A spleen-derived maturational factor allows immature thymocytes, prepared as cells bearing low amounts of surface sialic acid, to become cytotoxic T cells.

Abstract

A population of immature mouse thymocytes bears low levels of surface sialic acid and can be separated from the more mature high sialic acid-bearing thymocytes by selective agglutination with the sialic acid-specific lectin, lobster agglutinin 1. These immature thymocytes do not proliferate in response to concanavalin A (Con A).
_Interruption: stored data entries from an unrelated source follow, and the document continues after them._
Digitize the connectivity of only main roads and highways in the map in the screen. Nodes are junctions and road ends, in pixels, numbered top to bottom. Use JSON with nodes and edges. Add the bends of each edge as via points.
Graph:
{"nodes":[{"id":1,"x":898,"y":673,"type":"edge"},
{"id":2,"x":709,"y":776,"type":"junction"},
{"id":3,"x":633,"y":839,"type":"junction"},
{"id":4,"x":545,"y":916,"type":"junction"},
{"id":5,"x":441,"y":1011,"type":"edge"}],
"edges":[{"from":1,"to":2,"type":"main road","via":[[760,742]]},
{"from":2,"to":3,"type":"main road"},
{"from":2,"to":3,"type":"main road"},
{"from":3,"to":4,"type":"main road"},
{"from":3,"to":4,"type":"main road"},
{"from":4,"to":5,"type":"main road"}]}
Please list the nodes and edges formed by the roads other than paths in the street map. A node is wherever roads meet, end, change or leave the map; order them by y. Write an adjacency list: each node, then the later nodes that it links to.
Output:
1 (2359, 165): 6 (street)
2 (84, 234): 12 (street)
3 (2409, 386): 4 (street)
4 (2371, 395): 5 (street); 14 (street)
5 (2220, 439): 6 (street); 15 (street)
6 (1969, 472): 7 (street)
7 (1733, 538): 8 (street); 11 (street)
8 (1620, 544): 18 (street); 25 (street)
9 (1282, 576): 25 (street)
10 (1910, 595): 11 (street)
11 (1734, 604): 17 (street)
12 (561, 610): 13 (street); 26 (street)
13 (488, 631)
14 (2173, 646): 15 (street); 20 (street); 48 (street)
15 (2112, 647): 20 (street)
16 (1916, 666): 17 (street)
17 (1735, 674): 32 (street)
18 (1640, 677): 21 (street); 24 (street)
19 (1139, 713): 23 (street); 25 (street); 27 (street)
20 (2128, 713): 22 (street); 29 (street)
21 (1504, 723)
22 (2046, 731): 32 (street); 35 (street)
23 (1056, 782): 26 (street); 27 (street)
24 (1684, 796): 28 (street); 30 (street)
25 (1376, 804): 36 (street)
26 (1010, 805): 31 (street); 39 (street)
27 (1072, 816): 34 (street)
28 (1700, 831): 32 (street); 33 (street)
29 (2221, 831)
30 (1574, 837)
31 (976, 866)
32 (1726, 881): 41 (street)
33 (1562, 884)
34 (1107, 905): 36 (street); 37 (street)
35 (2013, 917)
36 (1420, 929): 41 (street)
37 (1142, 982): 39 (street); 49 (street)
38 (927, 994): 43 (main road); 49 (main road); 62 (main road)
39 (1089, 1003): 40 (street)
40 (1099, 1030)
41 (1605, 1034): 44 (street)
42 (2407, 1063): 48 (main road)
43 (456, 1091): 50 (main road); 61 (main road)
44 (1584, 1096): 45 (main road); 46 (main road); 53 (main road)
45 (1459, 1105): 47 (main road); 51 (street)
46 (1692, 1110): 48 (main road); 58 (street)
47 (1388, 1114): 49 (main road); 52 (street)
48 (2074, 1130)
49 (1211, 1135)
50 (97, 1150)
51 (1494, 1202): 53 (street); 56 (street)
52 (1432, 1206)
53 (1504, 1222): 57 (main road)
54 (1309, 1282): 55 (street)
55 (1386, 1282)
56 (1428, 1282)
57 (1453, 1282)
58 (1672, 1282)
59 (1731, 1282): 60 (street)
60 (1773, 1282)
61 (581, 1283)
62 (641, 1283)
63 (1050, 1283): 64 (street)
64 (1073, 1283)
They do not produce interleukin 2 (IL-2), do not provide T cell help to B cells for an in vitro antibody response, and as shown here, do not become cytotoxic T lymphocytes when polyclonally stimulated with Con A + IL-2. We describe here a spleen-derived maturational factor which stimulates these immature thymocytes, in the presence of Con A and IL-2, to become cytotoxic T lymphocytes. The maturational factor is a protein secreted by Con A-stimulated mouse or rat spleen cells; it is apparently neither interleukin 1, IL-2, interleukin 3, gamma-interferon, nor combinations of these cytokines, because these materials do not replace the maturational factor. The active material in Con A-stimulated mouse spleen cell supernatant was recovered from a G-75 column in the 33,000-48,000 m.w. range. These experiments suggest that within the lobster agglutinin 1-negative thymocyte population there are cells which can mature under the influence of a spleen-derived factor. It is possible that these cells represent the small subpopulation of immature cells destined to become immunocompetent peripheral T cells. On the other hand, the factor may be rescuing cells destined to die in the thymus.